INFORMATION PROVIDED section start
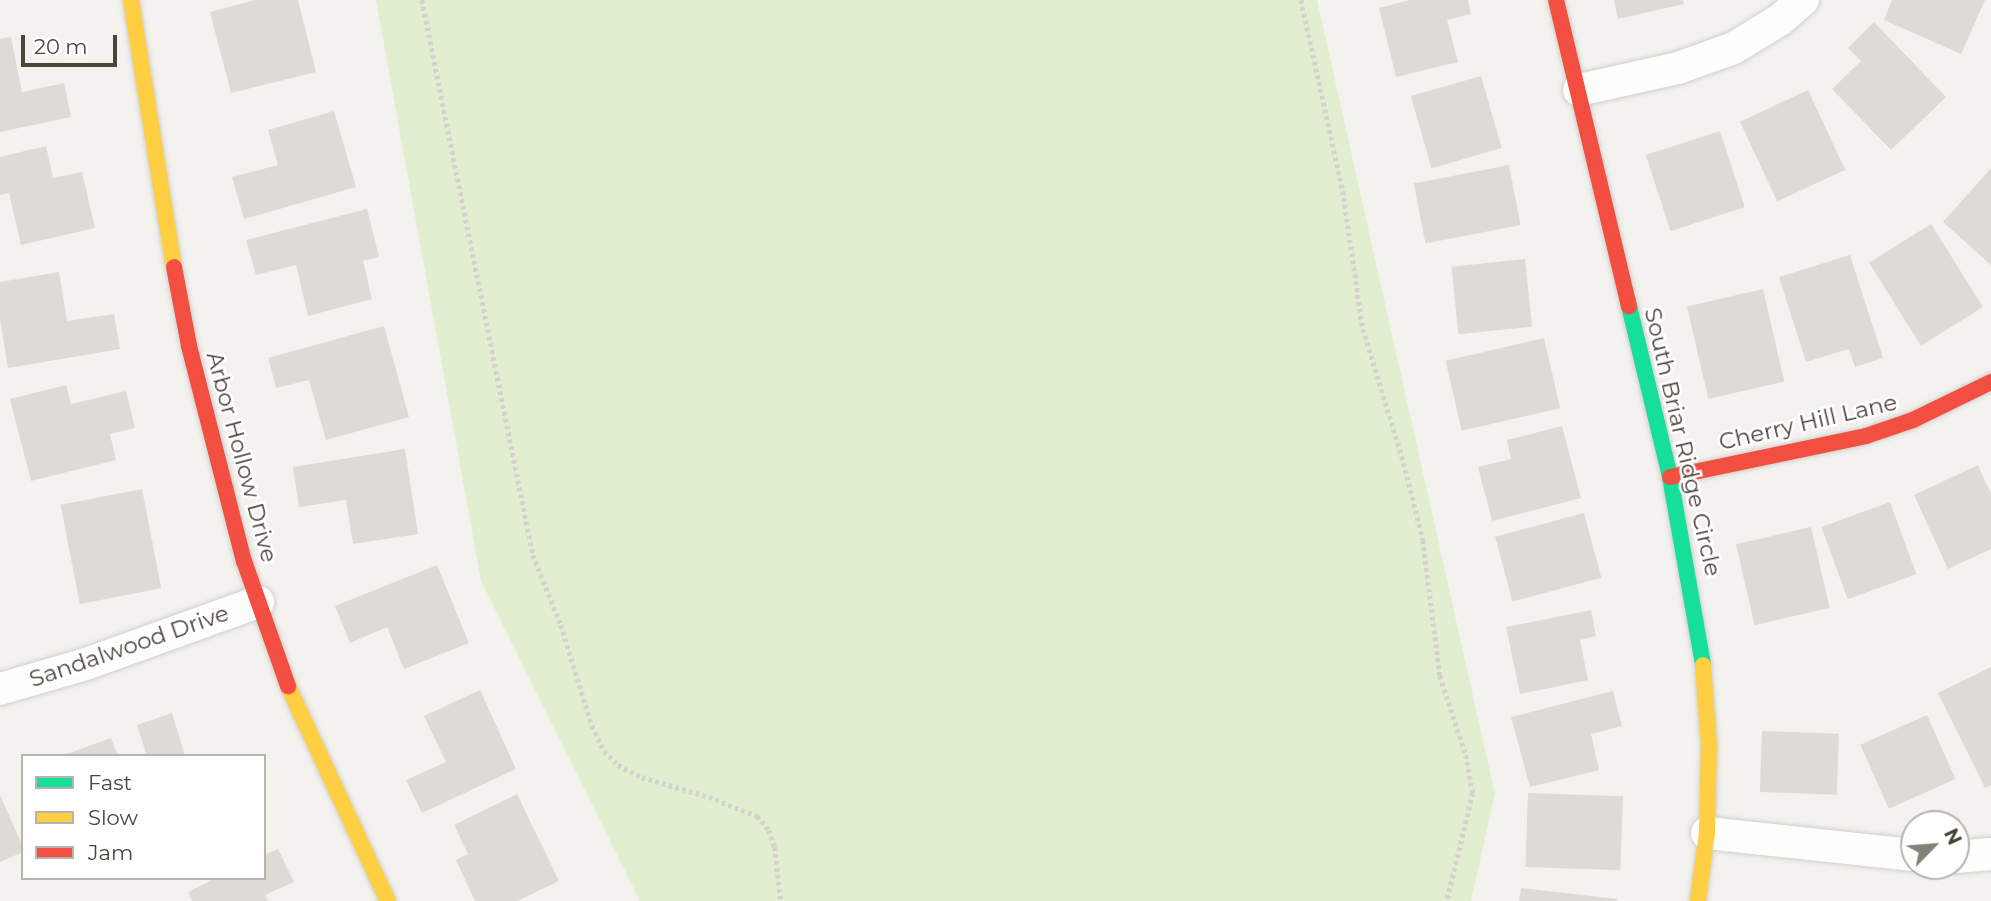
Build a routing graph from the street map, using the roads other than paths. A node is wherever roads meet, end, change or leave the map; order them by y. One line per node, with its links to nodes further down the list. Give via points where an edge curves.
1 (131, 0): 7 (street, Arbor Hollow Drive, via 158,183 189,345)
2 (1556, 0): 4 (street, South Briar Ridge Circle)
3 (1803, 0): 4 (street, via 1782,19 1734,48 1678,68)
4 (1579, 90): 6 (street, South Briar Ridge Circle)
5 (1991, 382): 6 (street, Cherry Hill Lane, via 1951,404 1866,436)
6 (1670, 477): 9 (street, South Briar Ridge Circle, via 1704,658 1709,745)
7 (258, 602): 8 (street, Sandalwood Drive, via 86,664); 13 (street, Arbor Hollow Drive, via 315,750)
8 (0, 689)
9 (1707, 833): 10 (street); 14 (street, South Briar Ridge Circle)
10 (1900, 854)
11 (1991, 855): 12 (street)
12 (1970, 856)
13 (388, 901)
14 (1698, 901)

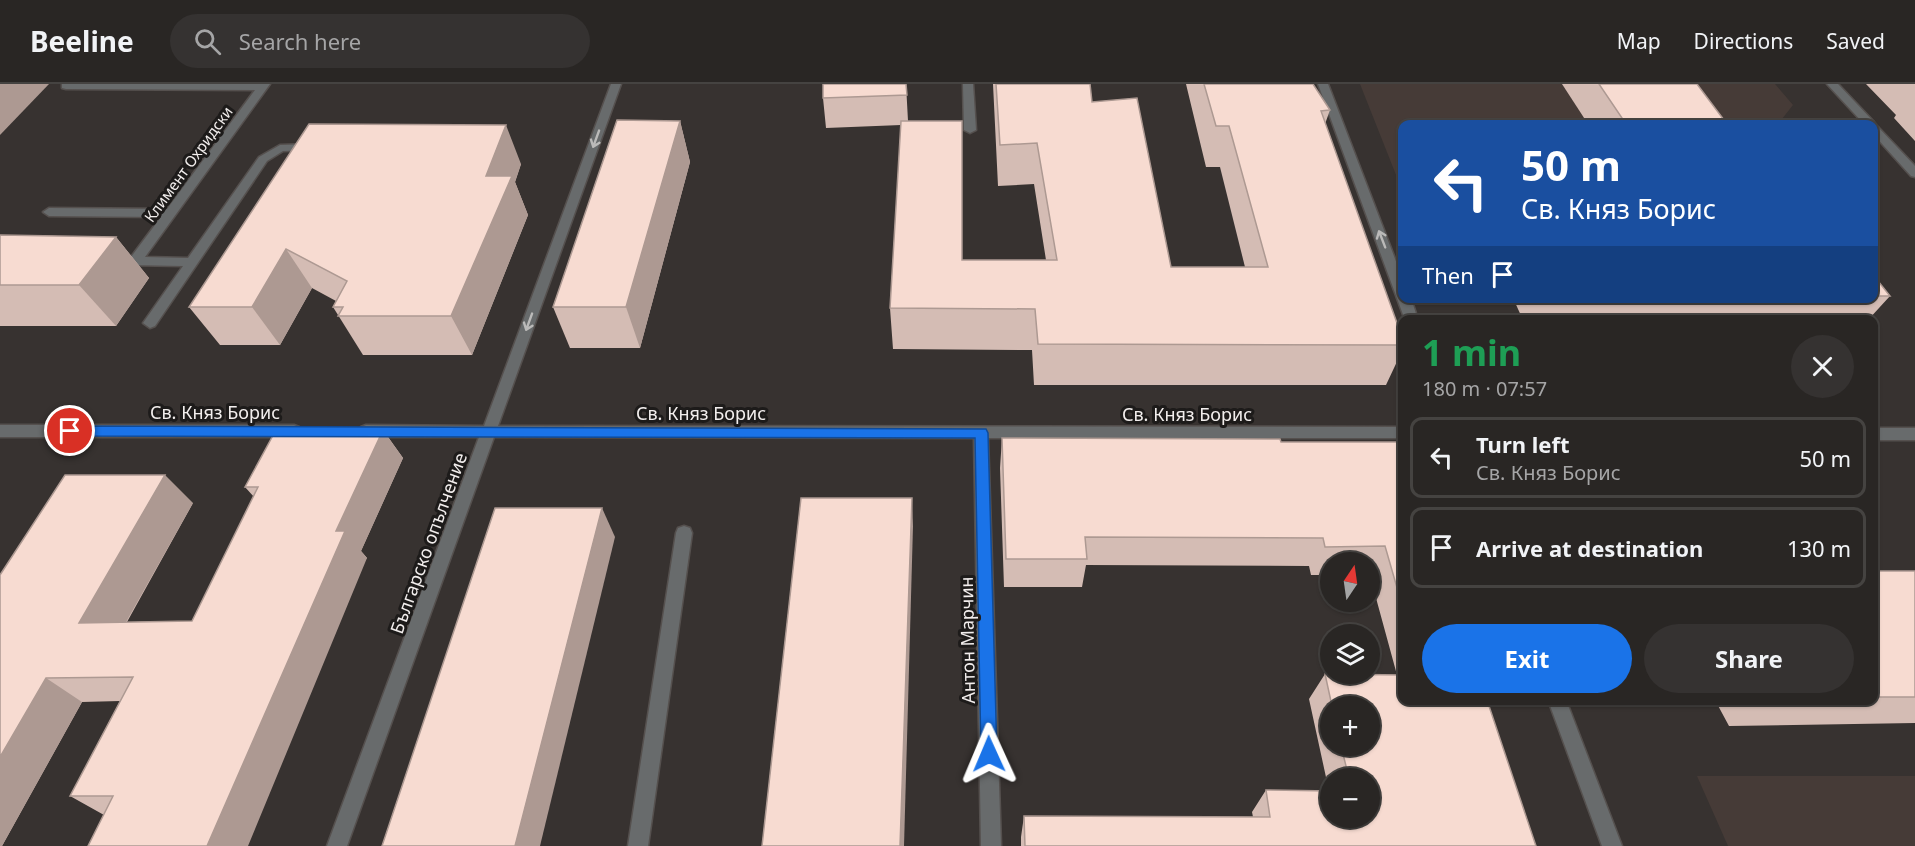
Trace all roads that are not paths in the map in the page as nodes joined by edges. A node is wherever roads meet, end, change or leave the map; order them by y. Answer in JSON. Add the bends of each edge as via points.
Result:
{"nodes":[{"id":1,"x":616,"y":84,"type":"edge"},
{"id":2,"x":968,"y":84,"type":"edge"},
{"id":3,"x":1323,"y":84,"type":"edge"},
{"id":4,"x":1832,"y":84,"type":"edge"},
{"id":5,"x":264,"y":85,"type":"edge"},
{"id":6,"x":66,"y":86,"type":"dead end"},
{"id":7,"x":1866,"y":120,"type":"edge"},
{"id":8,"x":970,"y":130,"type":"dead end"},
{"id":9,"x":1878,"y":133,"type":"edge"},
{"id":10,"x":321,"y":147,"type":"edge"},
{"id":11,"x":1915,"y":173,"type":"edge"},
{"id":12,"x":49,"y":212,"type":"dead end"},
{"id":13,"x":171,"y":213,"type":"junction"},
{"id":14,"x":113,"y":261,"type":"edge"},
{"id":15,"x":135,"y":261,"type":"junction"},
{"id":16,"x":192,"y":261,"type":"junction"},
{"id":17,"x":1398,"y":282,"type":"edge"},
{"id":18,"x":150,"y":323,"type":"dead end"},
{"id":19,"x":0,"y":431,"type":"edge"},
{"id":20,"x":310,"y":431,"type":"edge"},
{"id":21,"x":346,"y":431,"type":"edge"},
{"id":22,"x":489,"y":432,"type":"junction"},
{"id":23,"x":981,"y":433,"type":"junction"},
{"id":24,"x":1398,"y":433,"type":"edge"},
{"id":25,"x":1878,"y":434,"type":"edge"},
{"id":26,"x":1915,"y":434,"type":"edge"},
{"id":27,"x":684,"y":533,"type":"dead end"},
{"id":28,"x":1559,"y":705,"type":"edge"},
{"id":29,"x":338,"y":846,"type":"edge"},
{"id":30,"x":638,"y":846,"type":"edge"},
{"id":31,"x":991,"y":846,"type":"edge"},
{"id":32,"x":1612,"y":846,"type":"edge"}],
"edges":[{"from":1,"to":22,"type":"street","name":"Българско опълчение","one_way":true},
{"from":2,"to":8,"type":"street"},
{"from":17,"to":3,"type":"street","one_way":true},
{"from":4,"to":7,"type":"street"},
{"from":5,"to":6,"type":"street"},
{"from":5,"to":13,"type":"street","name":"Климент Охридски"},
{"from":9,"to":11,"type":"street"},
{"from":10,"to":16,"type":"street","via":[[280,148],[267,154]]},
{"from":12,"to":13,"type":"street"},
{"from":13,"to":15,"type":"street","name":"Климент Охридски"},
{"from":14,"to":15,"type":"street"},
{"from":15,"to":16,"type":"street"},
{"from":16,"to":18,"type":"street"},
{"from":19,"to":20,"type":"street","name":"Св. Княз Борис"},
{"from":21,"to":22,"type":"street","name":"Св. Княз Борис"},
{"from":22,"to":23,"type":"street","name":"Св. Княз Борис"},
{"from":22,"to":29,"type":"street","name":"Българско опълчение"},
{"from":23,"to":24,"type":"street","name":"Св. Княз Борис"},
{"from":23,"to":31,"type":"street","name":"Антон Марчин"},
{"from":25,"to":26,"type":"street"},
{"from":27,"to":30,"type":"street"},
{"from":28,"to":32,"type":"street"}]}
INFORMATION PROVIDED section end
WHAT YOU HAVE TO DO.
I'd like every record above written out again exactly, without the pictures.

FINISHED TASK.
Build a routing graph from the street map, using the roads other than paths. A node is wherever roads meet, end, change or leave the map; order them by y. One line per node, with its links to nodes further down the list. Give via points where an edge curves.
1 (131, 0): 7 (street, Arbor Hollow Drive, via 158,183 189,345)
2 (1556, 0): 4 (street, South Briar Ridge Circle)
3 (1803, 0): 4 (street, via 1782,19 1734,48 1678,68)
4 (1579, 90): 6 (street, South Briar Ridge Circle)
5 (1991, 382): 6 (street, Cherry Hill Lane, via 1951,404 1866,436)
6 (1670, 477): 9 (street, South Briar Ridge Circle, via 1704,658 1709,745)
7 (258, 602): 8 (street, Sandalwood Drive, via 86,664); 13 (street, Arbor Hollow Drive, via 315,750)
8 (0, 689)
9 (1707, 833): 10 (street); 14 (street, South Briar Ridge Circle)
10 (1900, 854)
11 (1991, 855): 12 (street)
12 (1970, 856)
13 (388, 901)
14 (1698, 901)

Trace all roads that are not paths in the map in the page as nodes joined by edges. A node is wherever roads meet, end, change or leave the map; order them by y. Answer in JSON. Add the bends of each edge as via points.
Result:
{"nodes":[{"id":1,"x":616,"y":84,"type":"edge"},
{"id":2,"x":968,"y":84,"type":"edge"},
{"id":3,"x":1323,"y":84,"type":"edge"},
{"id":4,"x":1832,"y":84,"type":"edge"},
{"id":5,"x":264,"y":85,"type":"edge"},
{"id":6,"x":66,"y":86,"type":"dead end"},
{"id":7,"x":1866,"y":120,"type":"edge"},
{"id":8,"x":970,"y":130,"type":"dead end"},
{"id":9,"x":1878,"y":133,"type":"edge"},
{"id":10,"x":321,"y":147,"type":"edge"},
{"id":11,"x":1915,"y":173,"type":"edge"},
{"id":12,"x":49,"y":212,"type":"dead end"},
{"id":13,"x":171,"y":213,"type":"junction"},
{"id":14,"x":113,"y":261,"type":"edge"},
{"id":15,"x":135,"y":261,"type":"junction"},
{"id":16,"x":192,"y":261,"type":"junction"},
{"id":17,"x":1398,"y":282,"type":"edge"},
{"id":18,"x":150,"y":323,"type":"dead end"},
{"id":19,"x":0,"y":431,"type":"edge"},
{"id":20,"x":310,"y":431,"type":"edge"},
{"id":21,"x":346,"y":431,"type":"edge"},
{"id":22,"x":489,"y":432,"type":"junction"},
{"id":23,"x":981,"y":433,"type":"junction"},
{"id":24,"x":1398,"y":433,"type":"edge"},
{"id":25,"x":1878,"y":434,"type":"edge"},
{"id":26,"x":1915,"y":434,"type":"edge"},
{"id":27,"x":684,"y":533,"type":"dead end"},
{"id":28,"x":1559,"y":705,"type":"edge"},
{"id":29,"x":338,"y":846,"type":"edge"},
{"id":30,"x":638,"y":846,"type":"edge"},
{"id":31,"x":991,"y":846,"type":"edge"},
{"id":32,"x":1612,"y":846,"type":"edge"}],
"edges":[{"from":1,"to":22,"type":"street","name":"Българско опълчение","one_way":true},
{"from":2,"to":8,"type":"street"},
{"from":17,"to":3,"type":"street","one_way":true},
{"from":4,"to":7,"type":"street"},
{"from":5,"to":6,"type":"street"},
{"from":5,"to":13,"type":"street","name":"Климент Охридски"},
{"from":9,"to":11,"type":"street"},
{"from":10,"to":16,"type":"street","via":[[280,148],[267,154]]},
{"from":12,"to":13,"type":"street"},
{"from":13,"to":15,"type":"street","name":"Климент Охридски"},
{"from":14,"to":15,"type":"street"},
{"from":15,"to":16,"type":"street"},
{"from":16,"to":18,"type":"street"},
{"from":19,"to":20,"type":"street","name":"Св. Княз Борис"},
{"from":21,"to":22,"type":"street","name":"Св. Княз Борис"},
{"from":22,"to":23,"type":"street","name":"Св. Княз Борис"},
{"from":22,"to":29,"type":"street","name":"Българско опълчение"},
{"from":23,"to":24,"type":"street","name":"Св. Княз Борис"},
{"from":23,"to":31,"type":"street","name":"Антон Марчин"},
{"from":25,"to":26,"type":"street"},
{"from":27,"to":30,"type":"street"},
{"from":28,"to":32,"type":"street"}]}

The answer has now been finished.